## Exercise prompt
Please repeat the records beneath this task exactly as they appear, but skip the images.

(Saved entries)

◆ ◆ ◆ ◆

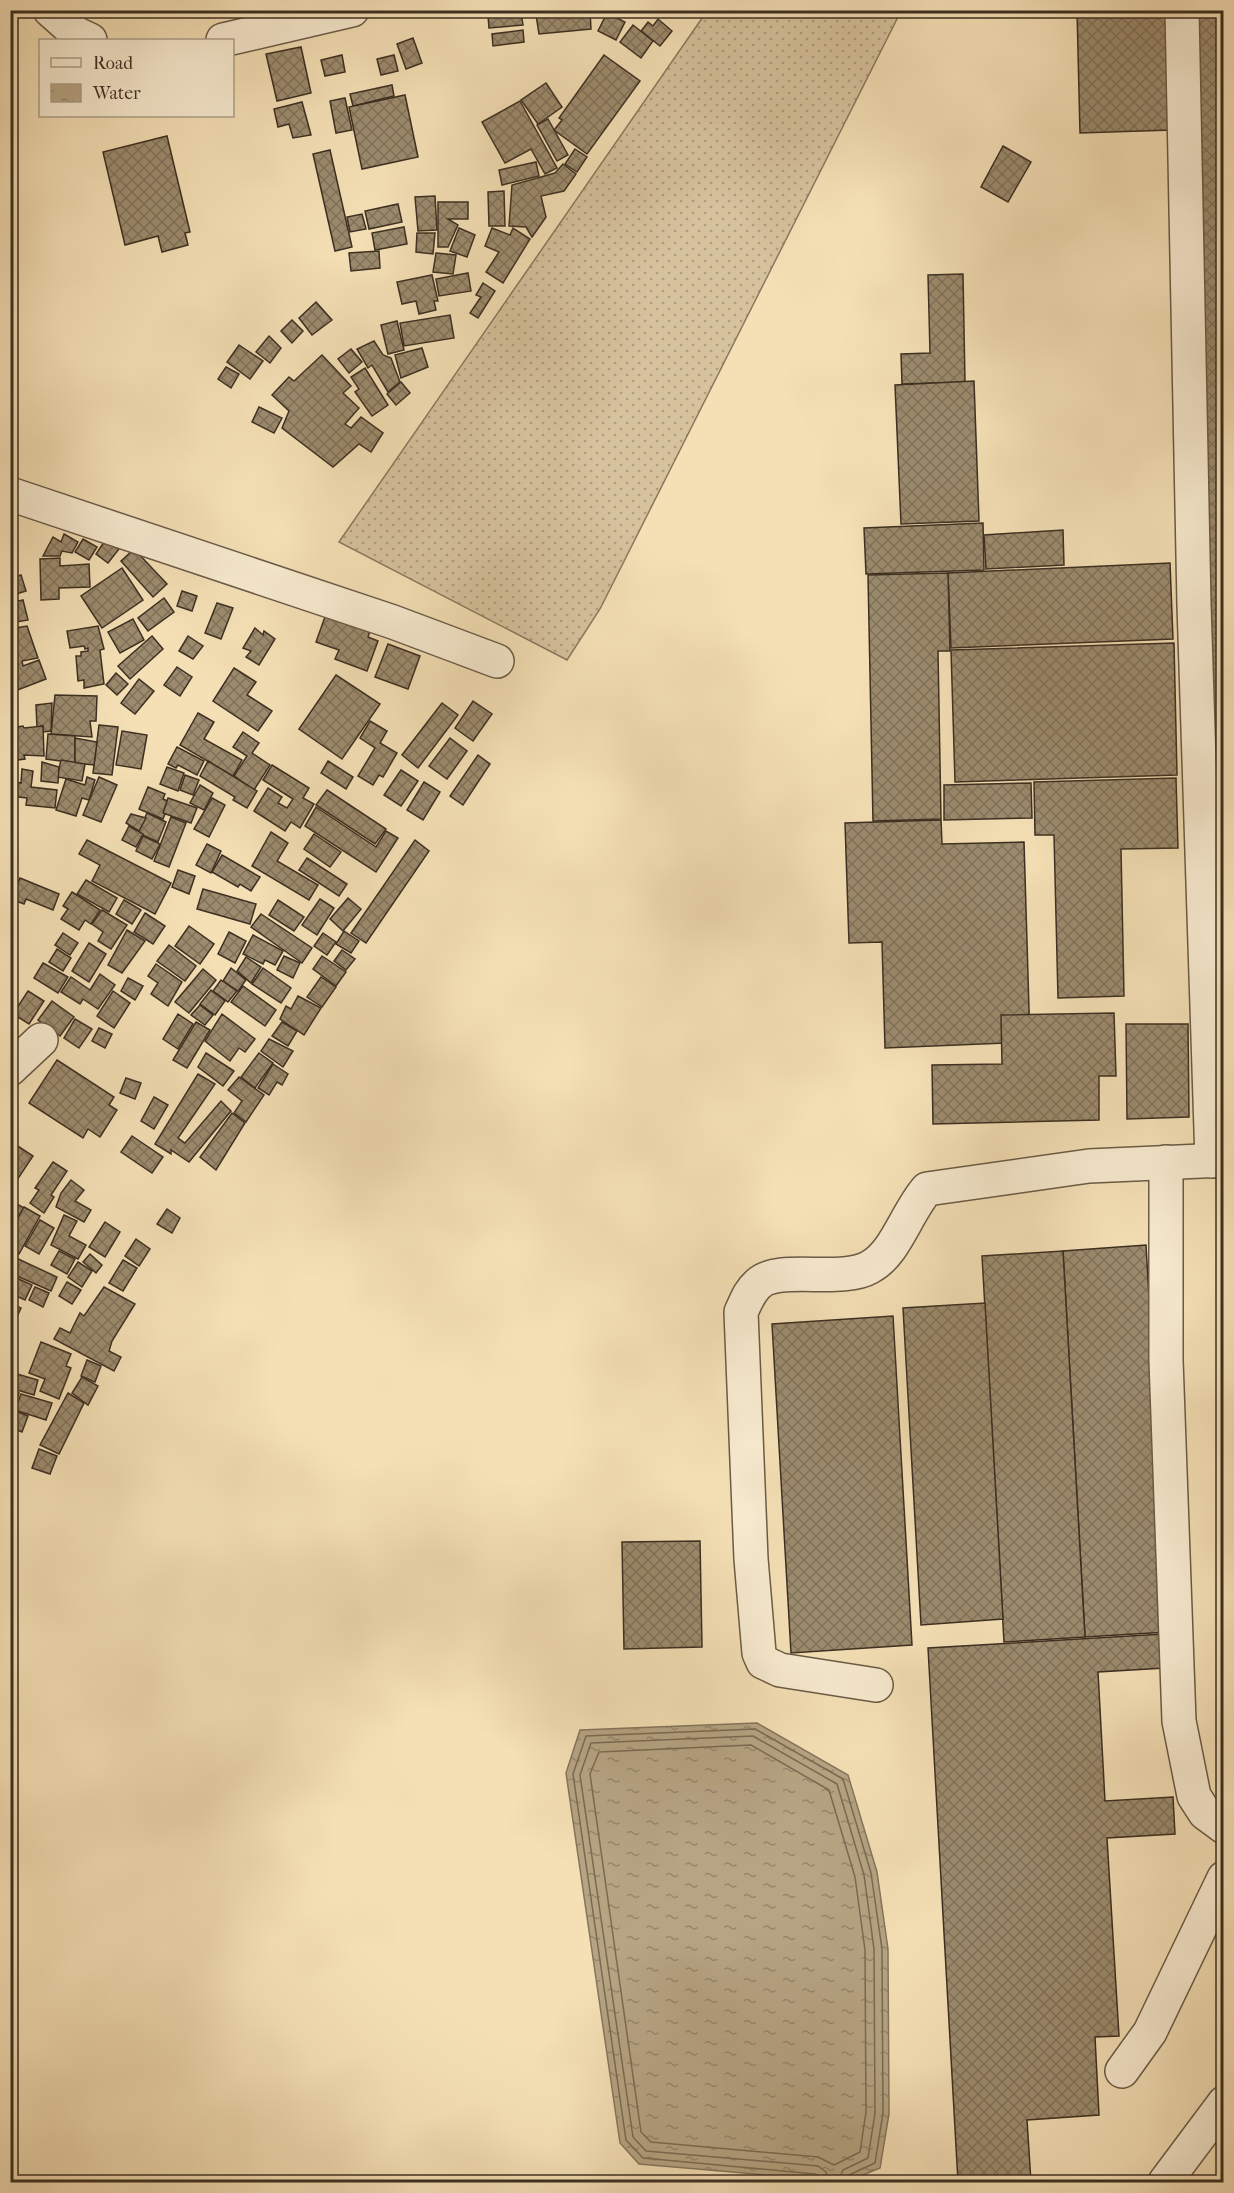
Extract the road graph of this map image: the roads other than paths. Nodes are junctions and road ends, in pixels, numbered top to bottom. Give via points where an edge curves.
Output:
1 (50, 10) edge
2 (352, 10) edge
3 (1182, 10) edge
4 (88, 39) edge
5 (227, 39) edge
6 (10, 494) edge
7 (497, 661) dead end
8 (41, 1040) dead end
9 (10, 1069) edge
10 (1218, 1160) edge
11 (1166, 1162) junction
12 (876, 1685) dead end
13 (1224, 1827) edge
14 (1224, 1878) edge
15 (1122, 2071) dead end
16 (1224, 2103) edge
17 (1165, 2182) edge

1 - 4 street via 76,34
2 - 5 street
3 - 10 street via 1194,605
6 - 7 street via 393,622
8 - 9 street
10 - 11 street
11 - 12 street via 1089,1166 927,1190 908,1213 885,1256 869,1268 849,1274 772,1276 750,1294 741,1312 751,1559 759,1653 763,1662 780,1670
11 - 13 street via 1166,1360 1179,1721 1194,1796 1205,1813
14 - 15 street via 1150,2032
16 - 17 street

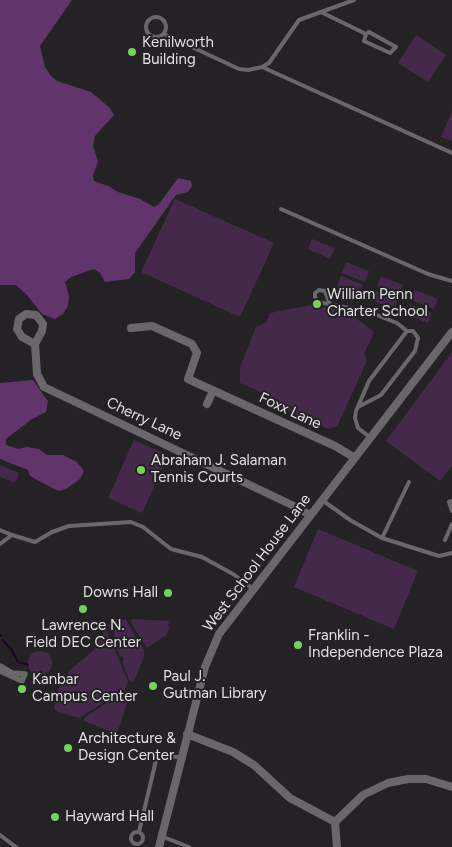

◆ ◆ ◆ ◆

## Written answer
Extract the road graph of this map image: the roads other than paths. Nodes are junctions and road ends, in pixels, numbered top to bottom. Give via points where an edge curves.
Output:
1 (50, 10) edge
2 (352, 10) edge
3 (1182, 10) edge
4 (88, 39) edge
5 (227, 39) edge
6 (10, 494) edge
7 (497, 661) dead end
8 (41, 1040) dead end
9 (10, 1069) edge
10 (1218, 1160) edge
11 (1166, 1162) junction
12 (876, 1685) dead end
13 (1224, 1827) edge
14 (1224, 1878) edge
15 (1122, 2071) dead end
16 (1224, 2103) edge
17 (1165, 2182) edge

1 - 4 street via 76,34
2 - 5 street
3 - 10 street via 1194,605
6 - 7 street via 393,622
8 - 9 street
10 - 11 street
11 - 12 street via 1089,1166 927,1190 908,1213 885,1256 869,1268 849,1274 772,1276 750,1294 741,1312 751,1559 759,1653 763,1662 780,1670
11 - 13 street via 1166,1360 1179,1721 1194,1796 1205,1813
14 - 15 street via 1150,2032
16 - 17 street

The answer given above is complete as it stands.